Disruptive M&A deals are typically either extensions into adjacent
markets or explorations into new categories and markets. The degree of
commonality between the acquirer and target—in terms of products and services, innovative culture, revenues and number of people, market and brand
positioning, and attitude to risk—determines when and how full integration
should begin. The challenge is to understand how these elements should be
integrated and when they should be brought into compliance with standard
industry processes for a large company.
The next step in planning the integration focuses on understanding and driving alignment with the target across the following aspects:
- Strategic blueprint: Where does the business expect to be in two to five years, and what will the acquirer actively support vs. leave as autonomous during this period?

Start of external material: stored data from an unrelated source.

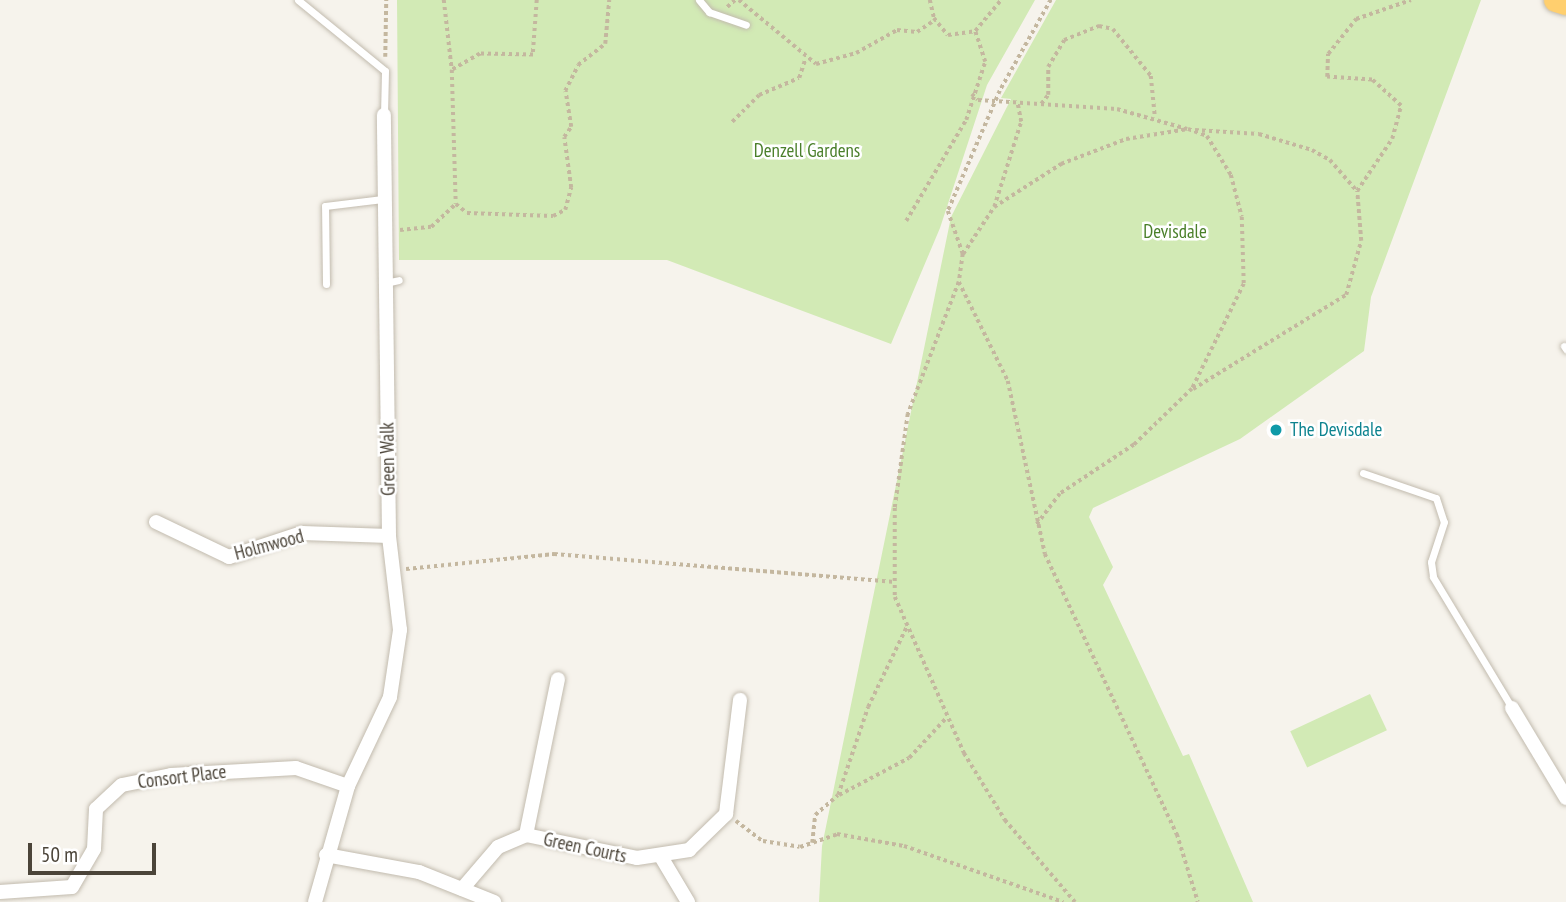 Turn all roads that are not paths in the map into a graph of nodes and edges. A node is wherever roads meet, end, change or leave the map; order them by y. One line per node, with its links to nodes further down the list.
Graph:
1 (298, 0): 6 (lane, Green Walk)
2 (699, 0): 5 (lane)
3 (1556, 0): 4 (highway)
4 (1566, 3)
5 (746, 25)
6 (384, 115): 7 (street, Green Walk)
7 (383, 199): 8 (lane); 11 (street, Green Walk)
8 (326, 284)
9 (1363, 473): 14 (lane)
10 (156, 522): 11 (street, Holmwood)
11 (389, 536): 15 (street, Green Walk)
12 (558, 679): 17 (street)
13 (740, 700): 19 (street, Green Courts)
14 (1512, 708): 16 (street)
15 (348, 786): 18 (street, Green Walk); 21 (street, Consort Place)
16 (1566, 798)
17 (526, 835): 19 (street, Green Courts); 20 (street, Green Courts)
18 (326, 855): 20 (street); 23 (street, Green Walk)
19 (660, 855): 24 (street)
20 (462, 888): 22 (street)
21 (0, 892)
22 (490, 901)
23 (315, 902)
24 (688, 902) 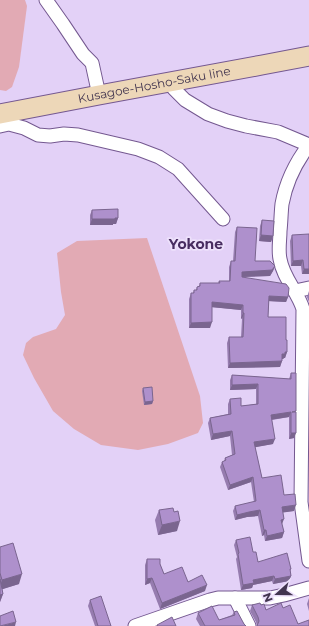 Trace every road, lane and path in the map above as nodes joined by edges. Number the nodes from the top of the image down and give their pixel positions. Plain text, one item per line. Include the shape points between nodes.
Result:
1 (46, 0) edge
2 (309, 56) edge
3 (171, 82) junction
4 (99, 95) junction
5 (0, 114) edge
6 (0, 126) edge
7 (309, 145) edge
8 (223, 218) dead end
9 (309, 288) edge
10 (295, 291) junction
11 (309, 561) edge
12 (309, 588) edge
13 (235, 598) junction
14 (135, 626) edge
15 (249, 626) edge

1 - 4 street via 92,63
2 - 3 main road, Kusagoe-Hosho-Saku line
3 - 4 main road, Kusagoe-Hosho-Saku line
3 - 7 street via 185,100 208,114 240,125 278,132
4 - 5 main road, Kusagoe-Hosho-Saku line
6 - 8 street via 9,124 38,135 78,135 159,156 178,169
7 - 10 street via 287,185 282,205 280,260
9 - 10 street
10 - 11 street via 303,309 301,502
12 - 13 street via 270,598
13 - 14 street via 210,600
13 - 15 street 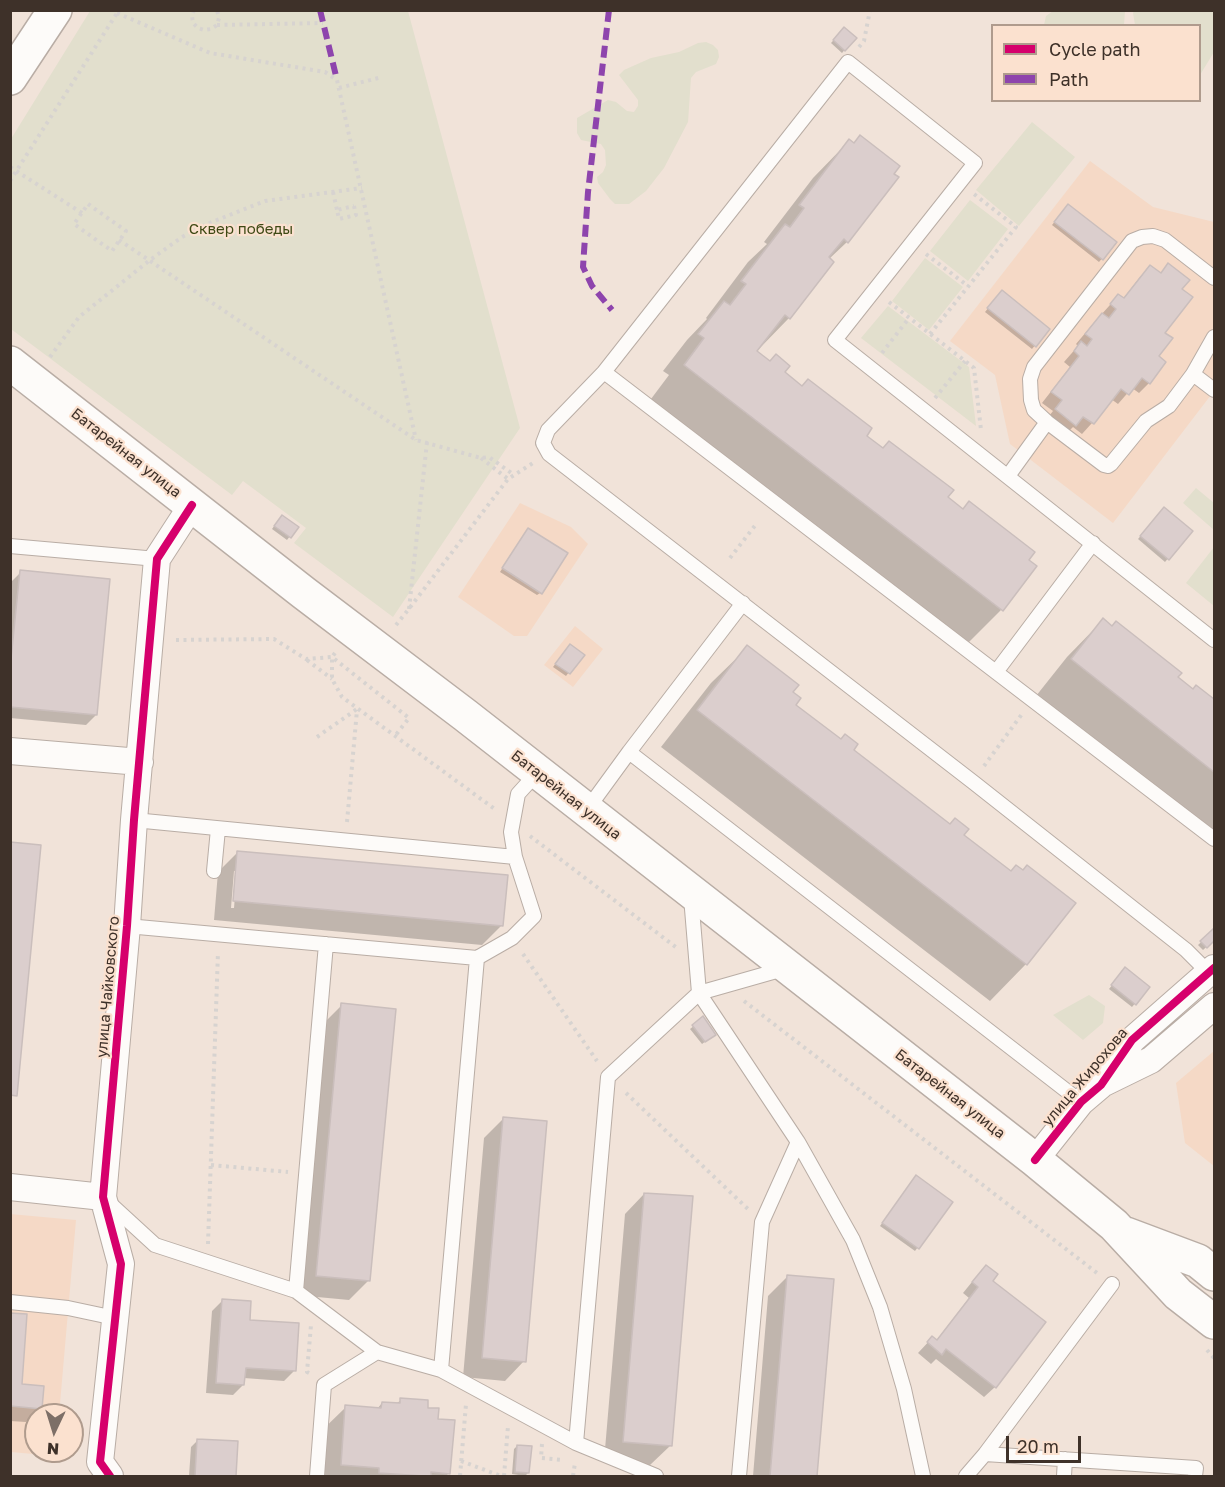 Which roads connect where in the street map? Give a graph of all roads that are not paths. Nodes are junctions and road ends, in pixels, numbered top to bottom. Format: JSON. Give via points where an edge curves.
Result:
{"nodes":[{"id":1,"x":55,"y":10,"type":"edge"},
{"id":2,"x":10,"y":78,"type":"edge"},
{"id":3,"x":1215,"y":278,"type":"edge"},
{"id":4,"x":1215,"y":337,"type":"edge"},
{"id":5,"x":10,"y":363,"type":"edge"},
{"id":6,"x":604,"y":372,"type":"junction"},
{"id":7,"x":1193,"y":374,"type":"junction"},
{"id":8,"x":1215,"y":390,"type":"edge"},
{"id":9,"x":1047,"y":422,"type":"junction"},
{"id":10,"x":1008,"y":476,"type":"junction"},
{"id":11,"x":192,"y":504,"type":"junction"},
{"id":12,"x":1093,"y":543,"type":"junction"},
{"id":13,"x":10,"y":546,"type":"edge"},
{"id":14,"x":157,"y":559,"type":"junction"},
{"id":15,"x":743,"y":603,"type":"junction"},
{"id":16,"x":1215,"y":640,"type":"edge"},
{"id":17,"x":996,"y":672,"type":"junction"},
{"id":18,"x":10,"y":751,"type":"edge"},
{"id":19,"x":629,"y":752,"type":"junction"},
{"id":20,"x":140,"y":762,"type":"junction"},
{"id":21,"x":537,"y":773,"type":"junction"},
{"id":22,"x":586,"y":811,"type":"junction"},
{"id":23,"x":134,"y":820,"type":"junction"},
{"id":24,"x":218,"y":829,"type":"junction"},
{"id":25,"x":1215,"y":839,"type":"edge"},
{"id":26,"x":515,"y":857,"type":"junction"},
{"id":27,"x":214,"y":871,"type":"dead end"},
{"id":28,"x":690,"y":892,"type":"junction"},
{"id":29,"x":127,"y":926,"type":"junction"},
{"id":30,"x":326,"y":944,"type":"junction"},
{"id":31,"x":477,"y":958,"type":"junction"},
{"id":32,"x":788,"y":968,"type":"junction"},
{"id":33,"x":1212,"y":971,"type":"edge"},
{"id":34,"x":699,"y":993,"type":"junction"},
{"id":35,"x":1215,"y":1006,"type":"edge"},
{"id":36,"x":1101,"y":1085,"type":"junction"},
{"id":37,"x":1081,"y":1102,"type":"junction"},
{"id":38,"x":798,"y":1142,"type":"junction"},
{"id":39,"x":1035,"y":1160,"type":"junction"},
{"id":40,"x":10,"y":1187,"type":"edge"},
{"id":41,"x":104,"y":1197,"type":"junction"},
{"id":42,"x":1119,"y":1231,"type":"junction"},
{"id":43,"x":1215,"y":1274,"type":"edge"},
{"id":44,"x":1112,"y":1284,"type":"road end"},
{"id":45,"x":297,"y":1291,"type":"junction"},
{"id":46,"x":10,"y":1302,"type":"edge"},
{"id":47,"x":115,"y":1318,"type":"junction"},
{"id":48,"x":1215,"y":1323,"type":"edge"},
{"id":49,"x":377,"y":1352,"type":"junction"},
{"id":50,"x":441,"y":1370,"type":"junction"},
{"id":51,"x":576,"y":1443,"type":"junction"},
{"id":52,"x":985,"y":1454,"type":"junction"},
{"id":53,"x":1065,"y":1459,"type":"junction"},
{"id":54,"x":110,"y":1476,"type":"edge"},
{"id":55,"x":317,"y":1476,"type":"edge"},
{"id":56,"x":656,"y":1476,"type":"edge"},
{"id":57,"x":739,"y":1476,"type":"edge"},
{"id":58,"x":923,"y":1476,"type":"edge"},
{"id":59,"x":966,"y":1476,"type":"edge"},
{"id":60,"x":1064,"y":1476,"type":"edge"},
{"id":61,"x":1195,"y":1476,"type":"edge"}],
"edges":[{"from":1,"to":2,"type":"main road"},
{"from":3,"to":9,"type":"lane","via":[[1165,240],[1142,237],[1132,241],[1034,367],[1030,400]]},
{"from":4,"to":7,"type":"lane"},
{"from":5,"to":11,"type":"main road","name":"Батарейная улица"},
{"from":6,"to":10,"type":"lane","via":[[848,62],[975,163],[835,340]]},
{"from":6,"to":15,"type":"lane","via":[[548,430],[543,443],[549,454]]},
{"from":6,"to":17,"type":"lane"},
{"from":7,"to":8,"type":"lane"},
{"from":7,"to":9,"type":"lane","via":[[1169,406],[1146,421],[1108,466]]},
{"from":9,"to":10,"type":"lane"},
{"from":10,"to":12,"type":"lane"},
{"from":11,"to":14,"type":"street","name":"улица Чайковского"},
{"from":11,"to":21,"type":"main road","name":"Батарейная улица"},
{"from":12,"to":16,"type":"lane"},
{"from":12,"to":17,"type":"lane"},
{"from":13,"to":14,"type":"lane"},
{"from":14,"to":20,"type":"street","name":"улица Чайковского"},
{"from":15,"to":19,"type":"lane"},
{"from":15,"to":33,"type":"lane"},
{"from":17,"to":25,"type":"lane"},
{"from":18,"to":20,"type":"street"},
{"from":19,"to":22,"type":"lane"},
{"from":19,"to":37,"type":"lane"},
{"from":20,"to":23,"type":"street","name":"улица Чайковского"},
{"from":21,"to":22,"type":"main road","name":"Батарейная улица"},
{"from":21,"to":26,"type":"lane","via":[[519,794],[511,832]]},
{"from":22,"to":28,"type":"main road","name":"Батарейная улица"},
{"from":23,"to":24,"type":"lane"},
{"from":23,"to":29,"type":"street","name":"улица Чайковского"},
{"from":24,"to":26,"type":"lane"},
{"from":24,"to":27,"type":"lane"},
{"from":26,"to":31,"type":"lane","via":[[534,916],[512,938]]},
{"from":28,"to":32,"type":"main road","name":"Батарейная улица"},
{"from":28,"to":34,"type":"lane"},
{"from":29,"to":30,"type":"lane"},
{"from":29,"to":41,"type":"street","name":"улица Чайковского"},
{"from":30,"to":31,"type":"lane"},
{"from":30,"to":45,"type":"lane"},
{"from":31,"to":50,"type":"lane"},
{"from":32,"to":34,"type":"lane"},
{"from":32,"to":39,"type":"main road","name":"Батарейная улица"},
{"from":33,"to":36,"type":"street","name":"улица Жирохова","via":[[1132,1040]]},
{"from":34,"to":38,"type":"lane"},
{"from":34,"to":51,"type":"lane","via":[[608,1077]]},
{"from":35,"to":36,"type":"street","name":"улица Жирохова","via":[[1152,1060]]},
{"from":36,"to":37,"type":"street","name":"улица Жирохова"},
{"from":37,"to":39,"type":"street","name":"улица Жирохова"},
{"from":38,"to":57,"type":"lane","via":[[762,1222]]},
{"from":38,"to":58,"type":"lane","via":[[853,1240],[880,1307],[904,1389]]},
{"from":39,"to":42,"type":"main road","name":"Батарейная улица"},
{"from":40,"to":41,"type":"street"},
{"from":41,"to":45,"type":"lane","via":[[155,1245]]},
{"from":41,"to":47,"type":"street","name":"улица Чайковского","via":[[121,1264]]},
{"from":42,"to":43,"type":"main road","name":"Батарейная улица","via":[[1198,1261]]},
{"from":42,"to":48,"type":"main road","name":"Батарейная улица","via":[[1178,1294]]},
{"from":44,"to":52,"type":"lane"},
{"from":45,"to":49,"type":"lane"},
{"from":46,"to":47,"type":"lane"},
{"from":47,"to":54,"type":"street","name":"улица Чайковского","via":[[100,1462]]},
{"from":49,"to":50,"type":"lane"},
{"from":49,"to":55,"type":"lane","via":[[324,1385]]},
{"from":50,"to":51,"type":"lane"},
{"from":51,"to":56,"type":"lane"},
{"from":52,"to":53,"type":"lane"},
{"from":52,"to":59,"type":"lane"},
{"from":53,"to":60,"type":"lane"},
{"from":53,"to":61,"type":"lane","via":[[1196,1468]]}]}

- Degree of operational control/integration: What degree of operational autonomy and decision-making will be given to the target’s founders once acquired? The founders will be used to decision-making autonomy and will view quick decision-making as a key component of their success to date. Determining the degree of operational autonomy with aligned incentives will, therefore, be key to both management retention and delivering the right growth strategy.
- Talent and culture: What incentives and measures will be put in place to retain the founders and key staff, and how should cultural differences be addressed? Early decisions are required on the type of incentives that will be offered to retain and motivate key staff members of the target. Of critical importance is the incentives package that will effectively motivate the target company’s founders and key staff to align their objectives to the new corporate parent.
- Investment in product/service: What level of investment and cross-sell support is required to deliver the predicted revenue synergies for the deal? The acquirer may need to calibrate both the expected rate of return and overall risk appetite in years one to two to ensure the business is given sufficient license to both grow and adapt simultaneously.
- Operating model: What type of operating model design will best deliver the benefits and what degree of control is required from day one? For example, should finance and HR be fully integrated, while customer-facing functions are left alone for year one? The proposed operating model will need to be designed to support the growth priorities of the business, while retaining sufficient control and governance to enable management to track progress and decide how to develop the business over time.
Undertaking a disruptive acquisition—whether it is a defensive move or to gain competitive advantage—sends a signal of change in the market. At the same time, management also needs to signal change within the business. Commitment from the CEO and board is critical to effectively implement required changes and enable the acquirer to both support the target’s growth and become a more innovative and nimble business in the process.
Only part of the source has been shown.